**TASK DIRECTIONS:** Reproduce each entry exactly, so that everything except the pictures is carried over.
════════
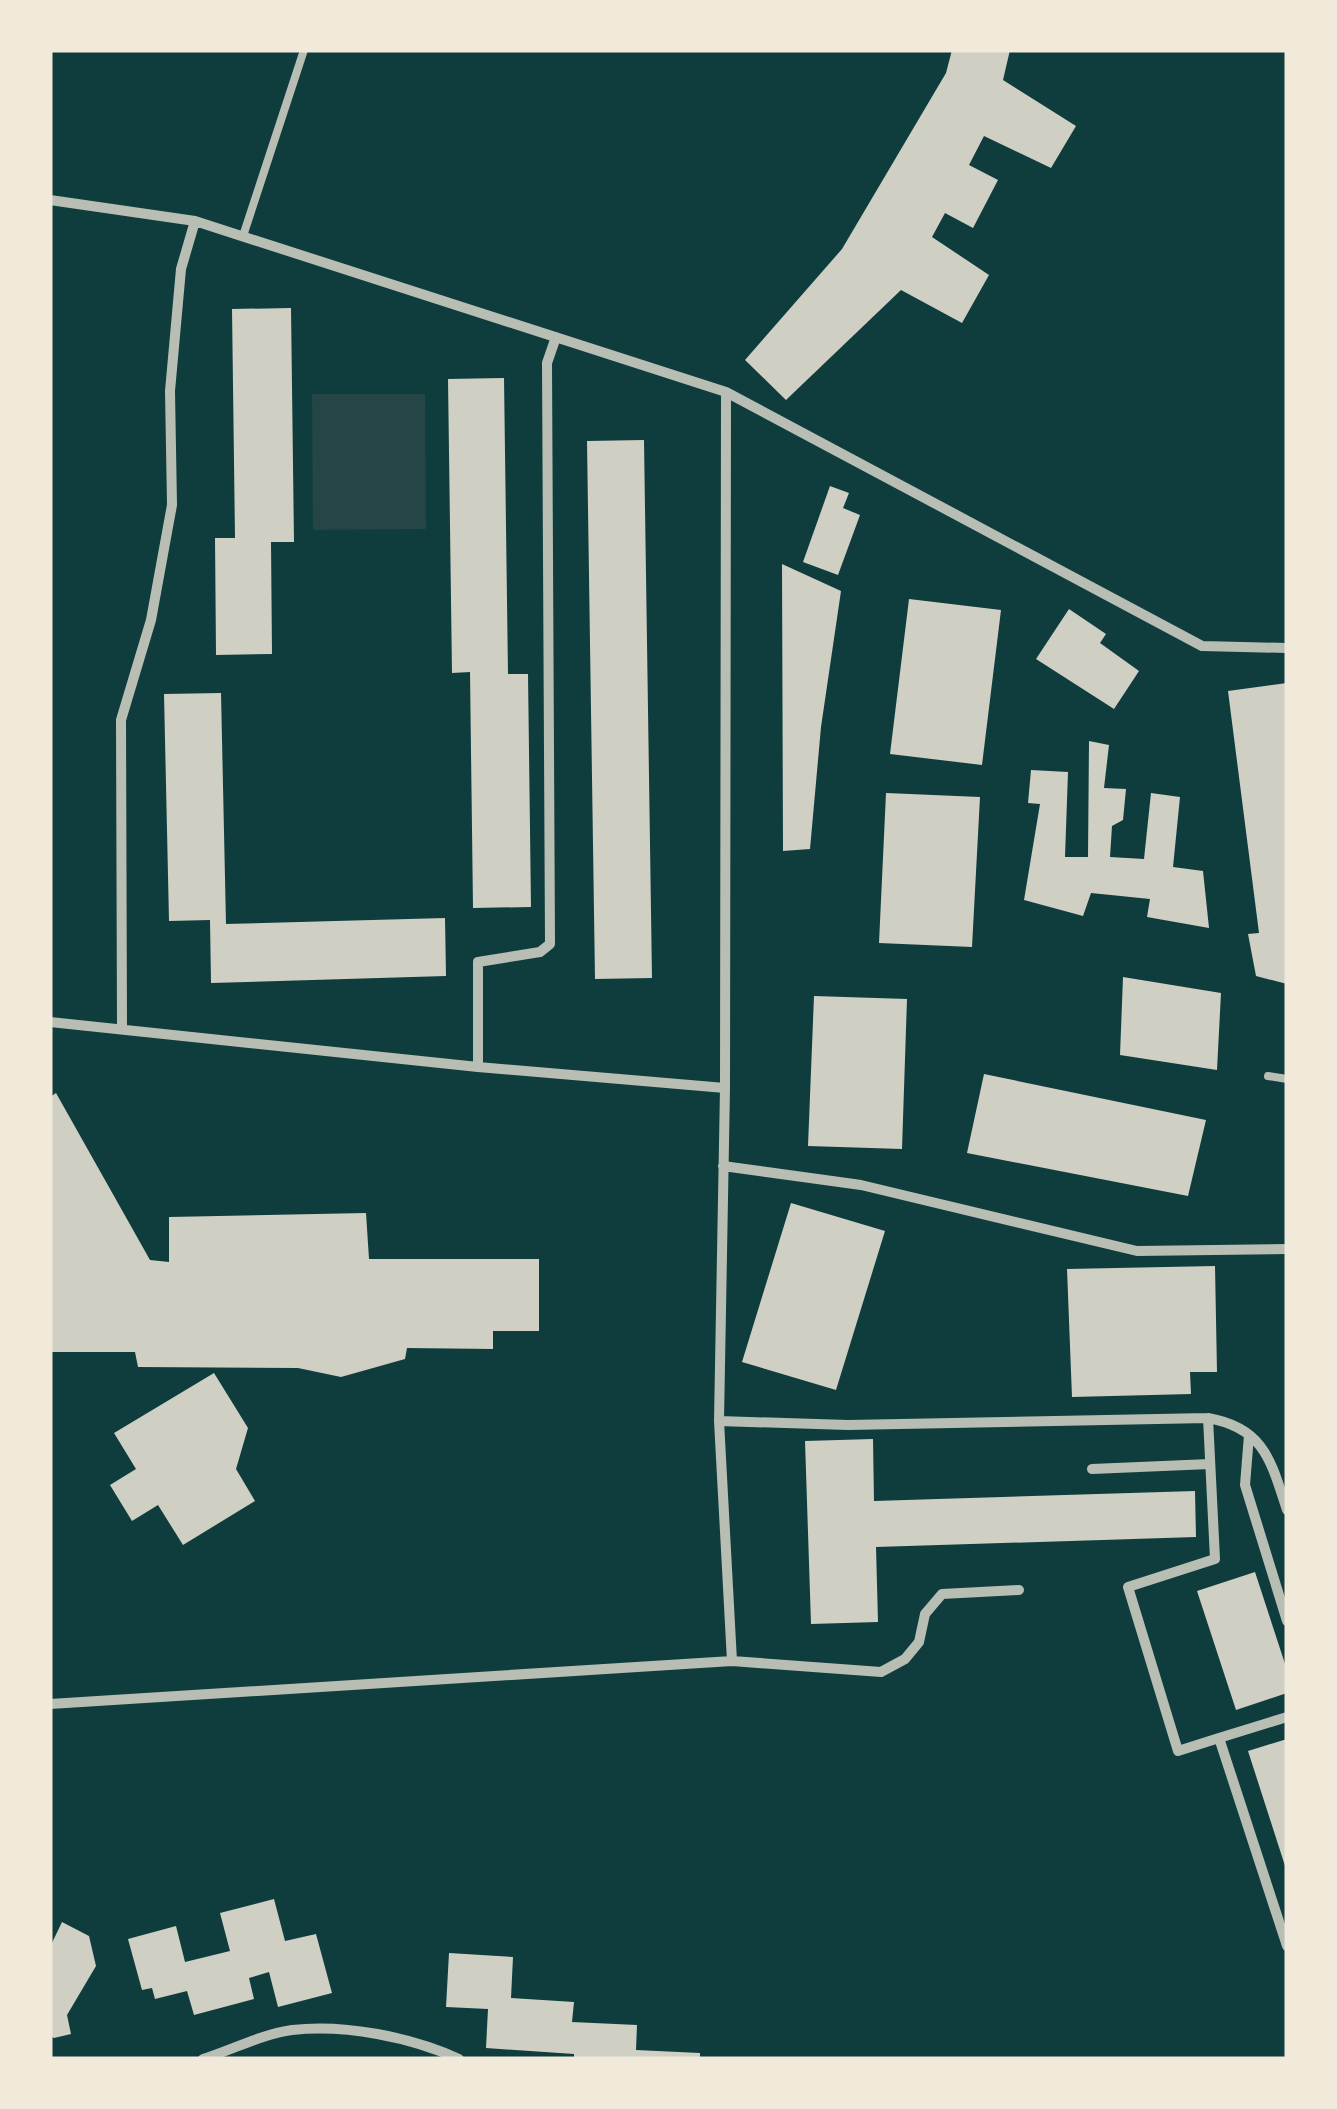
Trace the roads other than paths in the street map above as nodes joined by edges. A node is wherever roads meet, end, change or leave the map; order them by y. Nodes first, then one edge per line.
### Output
1 (304, 50) edge
2 (50, 200) edge
3 (195, 221) junction
4 (243, 236) junction
5 (556, 337) junction
6 (726, 392) junction
7 (1287, 648) edge
8 (50, 1022) edge
9 (122, 1028) junction
10 (478, 1067) junction
11 (1268, 1076) dead end
12 (1287, 1078) edge
13 (726, 1088) junction
14 (722, 1166) junction
15 (1287, 1249) edge
16 (1208, 1418) junction
17 (718, 1420) junction
18 (1248, 1435) junction
19 (1210, 1464) junction
20 (1092, 1469) dead end
21 (1287, 1510) edge
22 (1019, 1590) dead end
23 (1287, 1621) edge
24 (732, 1660) junction
25 (50, 1704) edge
26 (1287, 1717) edge
27 (1219, 1738) junction
28 (1287, 1946) edge
29 (203, 2059) edge
30 (459, 2059) edge

1 - 4 lane
2 - 3 street
3 - 4 street
3 - 9 street
4 - 5 street
5 - 6 street
5 - 10 street
6 - 7 street
6 - 13 street
8 - 9 street
9 - 10 street
10 - 13 street
11 - 12 lane
13 - 14 street
14 - 15 street
14 - 17 street
16 - 17 street
16 - 18 street
16 - 19 street
17 - 24 street
18 - 21 street
18 - 23 street
19 - 20 street
19 - 27 street
22 - 24 street
24 - 25 street
26 - 27 street
27 - 28 street
29 - 30 street

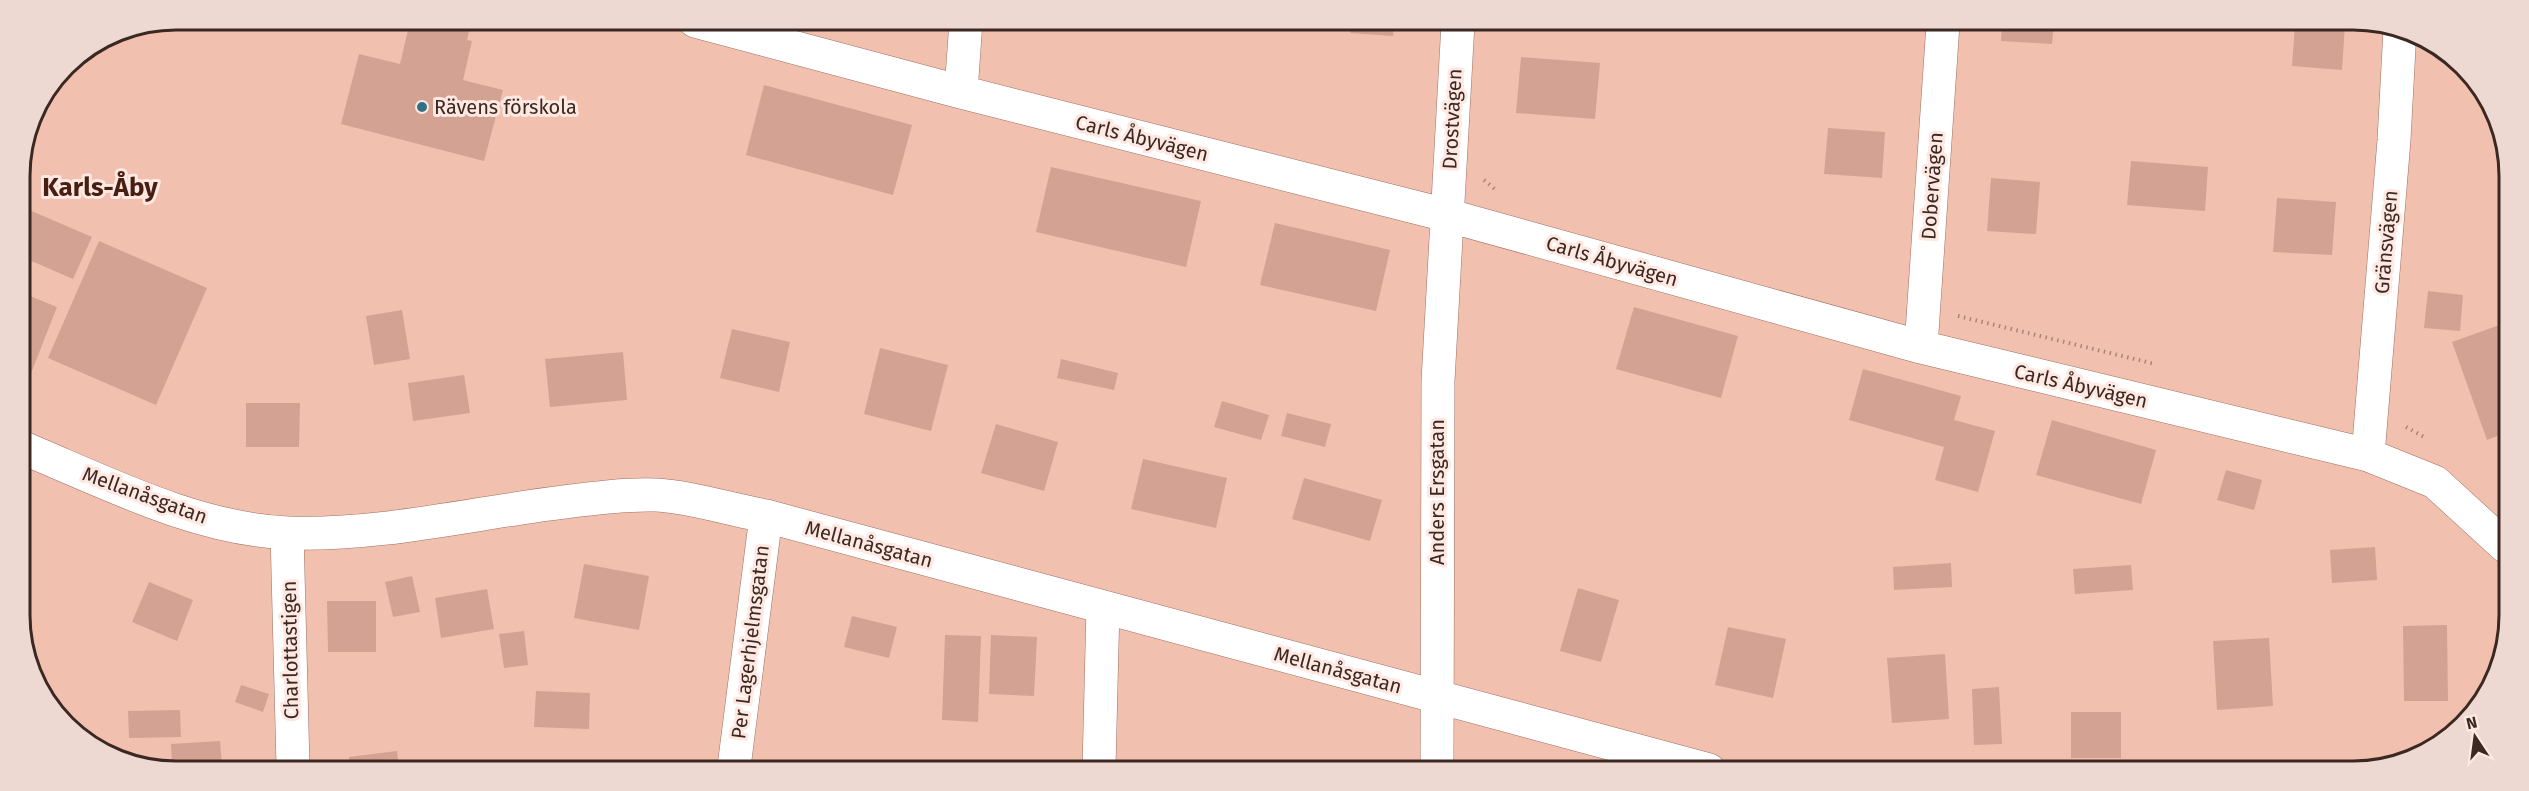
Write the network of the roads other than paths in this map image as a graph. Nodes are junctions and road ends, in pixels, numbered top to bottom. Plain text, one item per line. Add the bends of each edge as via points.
1 (729, 30) edge
2 (965, 30) edge
3 (1458, 30) edge
4 (1942, 30) edge
5 (2400, 38) edge
6 (961, 92) junction
7 (1446, 215) junction
8 (1921, 348) junction
9 (30, 451) edge
10 (2368, 455) junction
11 (766, 516) junction
12 (287, 533) junction
13 (2499, 541) edge
14 (1103, 608) junction
15 (1437, 696) junction
16 (293, 761) edge
17 (735, 761) edge
18 (1099, 761) edge
19 (1437, 761) edge
20 (1676, 761) edge

1 - 6 street, Carls Åbyvägen
2 - 6 street
3 - 7 street, Drostvägen
4 - 8 street, Dobervägen
5 - 10 street, Gränsvägen
6 - 7 street, Carls Åbyvägen
7 - 8 street, Carls Åbyvägen
7 - 15 street, Anders Ersgatan via 1438,381
8 - 10 street, Carls Åbyvägen
9 - 12 street, Mellanåsgatan via 208,520
10 - 13 street, Carls Åbyvägen via 2435,482
11 - 12 street, Mellanåsgatan via 656,495 525,506 366,531
11 - 14 street, Mellanåsgatan
11 - 17 street, Per Lagerhjelmsgatan
12 - 16 street, Charlottastigen
14 - 15 street, Mellanåsgatan
14 - 18 street
15 - 19 street, Anders Ersgatan
15 - 20 street, Mellanåsgatan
════════
**TASK RESULT:**
Trace the roads other than paths in the street map above as nodes joined by edges. A node is wherever roads meet, end, change or leave the map; order them by y. Nodes first, then one edge per line.
### Output
1 (304, 50) edge
2 (50, 200) edge
3 (195, 221) junction
4 (243, 236) junction
5 (556, 337) junction
6 (726, 392) junction
7 (1287, 648) edge
8 (50, 1022) edge
9 (122, 1028) junction
10 (478, 1067) junction
11 (1268, 1076) dead end
12 (1287, 1078) edge
13 (726, 1088) junction
14 (722, 1166) junction
15 (1287, 1249) edge
16 (1208, 1418) junction
17 (718, 1420) junction
18 (1248, 1435) junction
19 (1210, 1464) junction
20 (1092, 1469) dead end
21 (1287, 1510) edge
22 (1019, 1590) dead end
23 (1287, 1621) edge
24 (732, 1660) junction
25 (50, 1704) edge
26 (1287, 1717) edge
27 (1219, 1738) junction
28 (1287, 1946) edge
29 (203, 2059) edge
30 (459, 2059) edge

1 - 4 lane
2 - 3 street
3 - 4 street
3 - 9 street
4 - 5 street
5 - 6 street
5 - 10 street
6 - 7 street
6 - 13 street
8 - 9 street
9 - 10 street
10 - 13 street
11 - 12 lane
13 - 14 street
14 - 15 street
14 - 17 street
16 - 17 street
16 - 18 street
16 - 19 street
17 - 24 street
18 - 21 street
18 - 23 street
19 - 20 street
19 - 27 street
22 - 24 street
24 - 25 street
26 - 27 street
27 - 28 street
29 - 30 street

Write the network of the roads other than paths in this map image as a graph. Nodes are junctions and road ends, in pixels, numbered top to bottom. Plain text, one item per line. Add the bends of each edge as via points.
1 (729, 30) edge
2 (965, 30) edge
3 (1458, 30) edge
4 (1942, 30) edge
5 (2400, 38) edge
6 (961, 92) junction
7 (1446, 215) junction
8 (1921, 348) junction
9 (30, 451) edge
10 (2368, 455) junction
11 (766, 516) junction
12 (287, 533) junction
13 (2499, 541) edge
14 (1103, 608) junction
15 (1437, 696) junction
16 (293, 761) edge
17 (735, 761) edge
18 (1099, 761) edge
19 (1437, 761) edge
20 (1676, 761) edge

1 - 6 street, Carls Åbyvägen
2 - 6 street
3 - 7 street, Drostvägen
4 - 8 street, Dobervägen
5 - 10 street, Gränsvägen
6 - 7 street, Carls Åbyvägen
7 - 8 street, Carls Åbyvägen
7 - 15 street, Anders Ersgatan via 1438,381
8 - 10 street, Carls Åbyvägen
9 - 12 street, Mellanåsgatan via 208,520
10 - 13 street, Carls Åbyvägen via 2435,482
11 - 12 street, Mellanåsgatan via 656,495 525,506 366,531
11 - 14 street, Mellanåsgatan
11 - 17 street, Per Lagerhjelmsgatan
12 - 16 street, Charlottastigen
14 - 15 street, Mellanåsgatan
14 - 18 street
15 - 19 street, Anders Ersgatan
15 - 20 street, Mellanåsgatan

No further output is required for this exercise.